If the story the Republicans are telling about the tax cut doesn’t make much sense, the deficit fears pushed by the Democrats also don’t deserve to be taken seriously. According to the projections from the Congressional Budget Office, the tax plan will add a bit more than $1 trillion to the debt over the next decade.
This is being touted as a huge burden that our children will have to bear. That doesn’t add up. If we assume an average interest rate on government debt of 3.0 percent, this comes to an annual interest burden of $30 billion. In a decade, GDP will be over $25 trillion. This means the additional interest burden from this tax plan will be a bit more than 0.1 percent of GDP.
By comparison, every day of the week the government is granting patent and copyright monopolies that allow the holders to charge prices that are far more than the free market price. This is most notable in the case of prescription drugs where the patent‐protected price can easily be 100 times the free market price.
In the case of prescription drugs alone, government granted patent monopolies add around $370 billion a year to the price of drugs, almost 2.0 percent of GDP. The total cost when we add in sectors like medical equipment, software, and entertainment is certainly at least two or three times as large. It makes no sense to complain about an interest burden of a bit more than 0.1 percent of GDP, while completely ignoring burdens from patent and copyright monopolies that can be 40 or 50 times as large.
While neither the story of an economic boom or economic disaster makes sense, this tax bill is still very bad news. First and foremost, even if deficits are not an economic problem, they are a political problem.

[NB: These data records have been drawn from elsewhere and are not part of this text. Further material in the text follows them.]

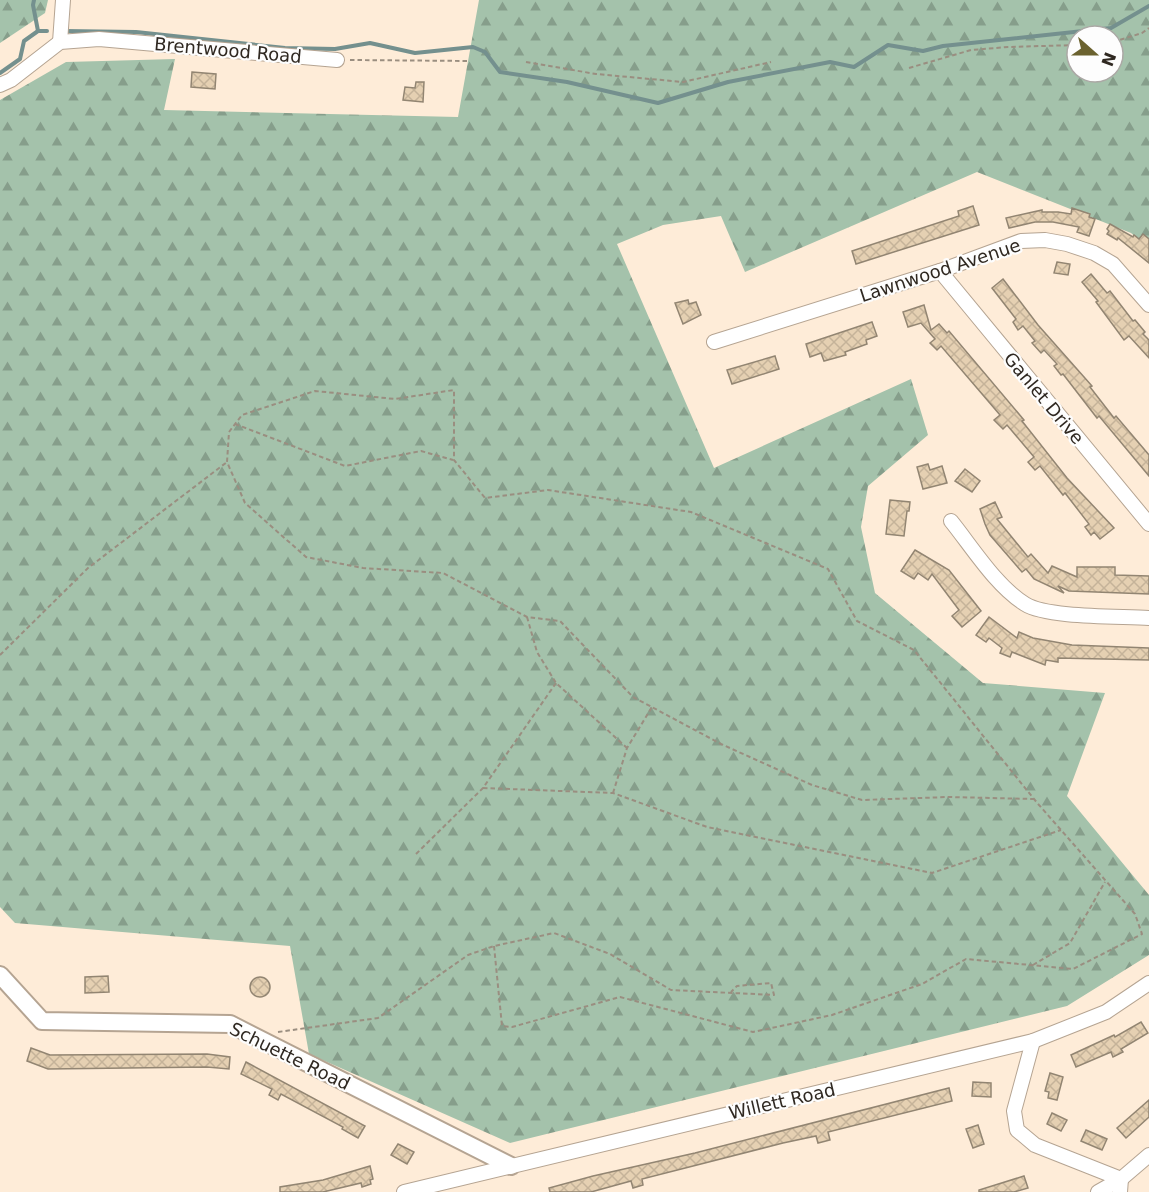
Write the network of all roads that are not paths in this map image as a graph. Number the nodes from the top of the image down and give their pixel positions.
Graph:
1 (63, 0) edge
2 (60, 42) junction
3 (337, 60) road end
4 (0, 85) edge
5 (940, 271) junction
6 (1149, 305) edge
7 (714, 342) dead end
8 (951, 520) dead end
9 (1149, 524) edge
10 (1149, 618) edge
11 (0, 975) edge
12 (1149, 983) edge
13 (1033, 1041) junction
14 (1149, 1155) edge
15 (511, 1166) junction
16 (1121, 1186) edge
17 (404, 1192) edge
18 (1098, 1192) edge

1 - 2 street
2 - 3 street, Brentwood Road
2 - 4 street
5 - 6 street, Lawnwood Avenue
5 - 7 street, Lawnwood Avenue
5 - 9 street, Ganlet Drive
8 - 10 street
11 - 15 street, Schuette Road
12 - 13 street, Willett Road
13 - 15 street, Willett Road
13 - 16 street
14 - 16 street
15 - 17 street, Willett Road
16 - 18 street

Promoting fear of deficits is one of the major industries in Washington. The larger deficits created by the tax cut will be used as a reason to cut a wide range of social welfare programs, such as Social Security and Medicare. Some of these cuts are actually mandated under current law.
The bill also includes a major hit to the Affordable Care Act, ending the mandate that people have insurance. This is estimated to leave 14 million more people without health care insurance.
In addition, the law was structured to hit more liberal states in every way imaginable. The most important item is ending the deduction for state and local income taxes. This will make it more difficult for relatively liberal states, like California and New York, to fund social services.
The bill also creates huge new opportunities for gaming the tax code. It allows anyone who gets their income through a “pass‐through” corporation to pay 23 percent less in taxes.
Pass‐through corporations are corporations that enjoy the privilege of corporate status but pay zero income tax. This was already hard to justify. If you get the privileges of corporate status, why shouldn’t you be taxed like a corporation?
But the new tax bill makes the inequity enormously worse, giving people who own pass‐through corporations 23 percent off their tax bill. Look for a boom in the creation of pass‐through corporations.
The bottom line is that this tax bill is about giving more money to the richest people in the country. These are the people who have received the bulk of the gains from the last four decades of economic growth. Now the Republicans are determined to give them even more.